Luís Silveira Rodrigues: “A Deco recuperou nos últimos cinco anos cerca de 30 milhões de euros aos portugueses”
A Deco, nos últimos cinco anos, conseguiu recuperar para os consumidores cerca de 30 milhões de euros e apoiou mais de oito milhões de pessoas. Com o número de queixas a aumentar no último ano, o presidente da Associação Portuguesa para a Defesa do Consumidor considera que as empresas estão empenhadas em criar procedimentos para que não voltem a acontecer com a mesma tipologia. Luís Silveira Rodrigues espera, na conferência internacional nesta segunda-feira, mensagens claras sobre a urgência da sustentabilidade por parte do secretário-geral da ONU, António Guterres, e também uma palavra de suporte ao movimento de defesa dos consumidores da presidente da Comissão Europeia, Ursula von der Leyen.
A Deco está a celebrar 50 anos. Quantos consumidores é que já apoiaram e quantas reclamações receberam desde que há registo?
Desde que temos registo, a Deco apoiou cerca de oito milhões de consumidores. E temos uma média há volta das 300 mil reclamações anuais, embora seja uma média. Nos primeiros anos não era tanto e depois subiu muito e tem vindo a estabilizar.
Os setores com mais reclamações são a banca e seguros, a energia, a água e telecomunicações. Acha que estão verdadeiramente empenhados em resolver os problemas dos consumidores?
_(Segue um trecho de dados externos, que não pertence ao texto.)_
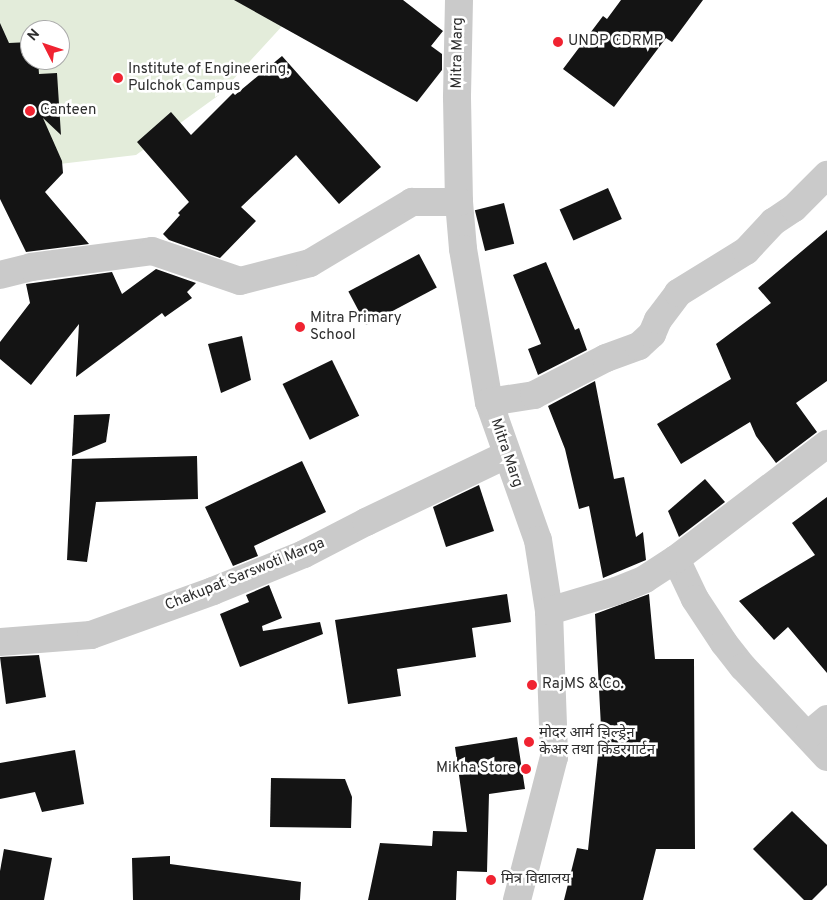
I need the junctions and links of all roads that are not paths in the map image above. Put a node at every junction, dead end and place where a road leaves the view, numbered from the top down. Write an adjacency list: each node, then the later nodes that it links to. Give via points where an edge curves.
1 (459, 0): 3 (street, Mitra Marg)
2 (827, 176): 5 (street, via 794,208 773,222 746,251 678,293 652,334 639,346 534,395)
3 (459, 202): 4 (street, via 412,202 310,263 240,281 152,251 31,266); 5 (street, Mitra Marg, via 463,248)
4 (0, 275)
5 (489, 402): 7 (street, Mitra Marg)
6 (827, 444): 8 (street)
7 (506, 455): 9 (street, Mitra Marg, via 538,540); 10 (street, Chakupat Sarswoti Marga, via 304,554 203,595 91,635)
8 (676, 559): 9 (street, via 645,579 616,591); 11 (street, via 695,599 742,667)
9 (549, 611): 13 (street, Mitra Marg, via 554,757)
10 (0, 642)
11 (817, 727): 12 (street)
12 (827, 757)
13 (516, 900)

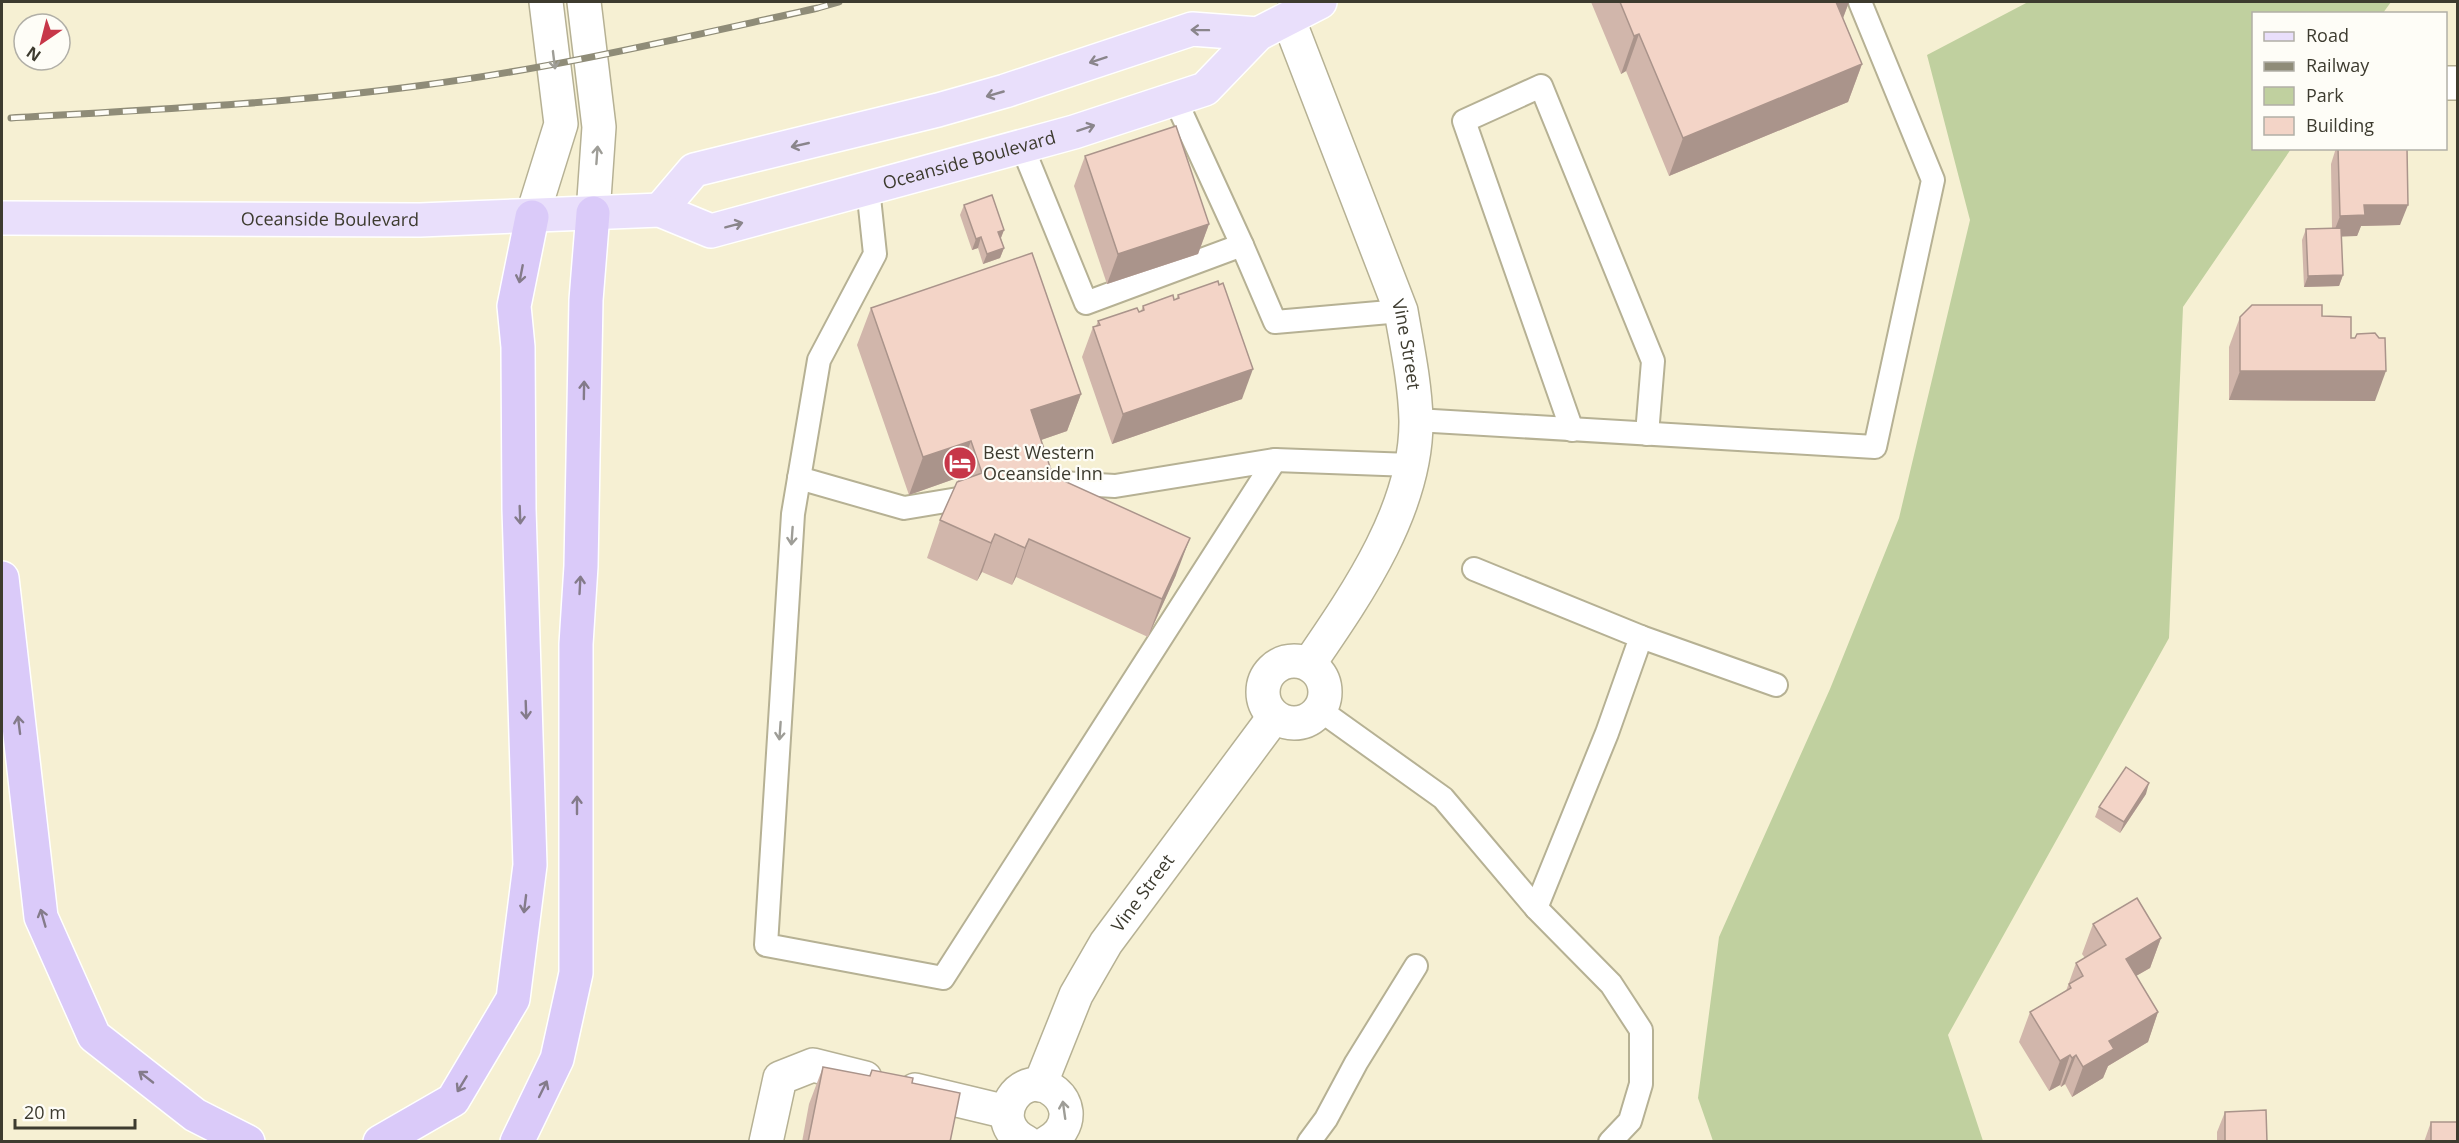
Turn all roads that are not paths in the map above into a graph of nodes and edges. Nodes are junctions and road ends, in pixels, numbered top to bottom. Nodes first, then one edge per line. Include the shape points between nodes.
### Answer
1 (546, 2) edge
2 (584, 2) edge
3 (1320, 2) edge
4 (1860, 2) edge
5 (1288, 18) junction
6 (1258, 34) junction
7 (1175, 99) junction
8 (1022, 146) junction
9 (868, 188) junction
10 (660, 210) junction
11 (593, 213) junction
12 (532, 217) junction
13 (2, 218) edge
14 (1242, 245) junction
15 (1401, 310) junction
16 (1416, 420) junction
17 (1572, 430) junction
18 (1647, 434) junction
19 (1275, 460) junction
20 (1411, 465) junction
21 (799, 478) junction
22 (1029, 481) edge
23 (964, 498) edge
24 (1474, 569) dead end
25 (2, 578) edge
26 (1641, 638) junction
27 (1309, 664) junction
28 (1776, 686) dead end
29 (1320, 710) junction
30 (1274, 717) junction
31 (1536, 908) junction
32 (1416, 966) dead end
33 (1040, 1084) junction
34 (1007, 1112) junction
35 (248, 1142) edge
36 (380, 1142) edge
37 (518, 1142) edge
38 (766, 1142) edge
39 (1026, 1142) edge
40 (1048, 1142) edge
41 (1309, 1142) edge
42 (1610, 1142) edge

1 -> 12 street via 561,124
11 -> 2 street via 599,127
3 - 5 main road, Oceanside Boulevard
4 - 18 lane via 1934,180 1875,447
5 - 6 main road, Oceanside Boulevard
5 - 15 street, Vine Street
6 - 7 main road, Oceanside Boulevard via 1205,89
6 -> 10 main road via 1192,28 1005,91 693,170
8 -> 7 main road, Oceanside Boulevard
7 - 14 lane
8 - 9 main road, Oceanside Boulevard
8 - 14 lane via 1086,303
10 -> 9 main road, Oceanside Boulevard via 711,231
9 - 21 lane via 875,254 819,360
10 - 11 main road, Oceanside Boulevard
11 - 12 main road, Oceanside Boulevard
37 -> 11 highway via 557,1059 576,973 576,644 586,300
12 - 13 main road, Oceanside Boulevard
12 -> 36 highway via 514,306 530,866 513,999 453,1100
14 - 15 lane via 1275,322
15 - 16 street, Vine Street
16 - 17 lane
16 - 20 street, Vine Street
17 - 18 lane
17 - 18 lane via 1464,121 1541,86 1653,361
19 - 20 lane
21 -> 19 lane via 793,514 766,945 943,978
19 - 22 lane via 1115,486
20 - 27 street, Vine Street via 1395,518 1356,597
21 - 23 lane via 904,508
24 - 26 lane
35 -> 25 highway via 195,1115 94,1036 41,917
26 - 28 lane
26 - 31 lane
27 - 29 street via 1321,677 1326,694
27 - 30 street via 1294,660 1279,664 1267,675 1262,689 1264,705
29 - 30 street via 1307,721 1290,724
29 - 31 lane via 1443,798
30 - 33 street, Vine Street via 1106,943 1076,995
31 - 42 lane via 1611,984 1641,1030 1641,1084 1630,1121
32 - 41 lane
33 - 34 street via 1021,1089
40 -> 33 street via 1063,1127 1066,1109 1057,1092
34 - 38 street via 813,1065 780,1078
34 - 39 street via 1011,1129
Estamos a falar de setores, quase todos eles, que têm um número de consumidores muito elevado. De certa forma, é natural que sejam os mais reclamados. Aqui, o mais importante é vermos qual é a capacidade de cada uma das empresas, e aí não é tanto por setor, para, em face das reclamações que têm, não só resolvê-las, como criar procedimentos para que elas não voltem a acontecer, ou não voltem a acontecer com a mesma tipologia. E isso verifica-se de uma forma geral.
E as empresas têm iniciativa para se juntar à Deco e tentar responder melhor às questões dos consumidores?
Sim, quando são questões novas, por exemplo, questões que as empresas não anteciparam de todo. Quando são questões mais corriqueiras, nas telecomunicações, a questão das fidelizações, ou a questão da qualidade da internet, aí já é um bocadinho mais complicado, não há tanta proatividade, e muitas vezes não há também tanta abertura para a resolução do problema. Mas para aquelas que são surpreendentes, que normalmente abrangem um número muito grande, regra geral, há abertura.
O que é expectável os consumidores esperarem por parte do novo Governo, tendo em conta já medidas anunciadas a nível fiscal, da habitação, do alojamento local?
Creio que os consumidores podem esperar aquilo que esperam de qualquer Governo. Portugal tem uma legislação bastante desenvolvida de defesa do consumidor. Espera-se que continue esse caminho. Espera-se que, onde existam problemas que afetam os consumidores, o Governo tenha uma capacidade de resposta. Creio que há alguns sinais positivos, como a questão, agora - embora não conheçamos aprofundadamente as medidas - da baixa do IVA no setor da construção, ou a questão da prorrogação do apoio à renda mesmo para os contratos celebrados após 15 de março de 2023. São sinais positivos, mas obviamente também conhecemos as circunstâncias em que o Governo está a trabalhar.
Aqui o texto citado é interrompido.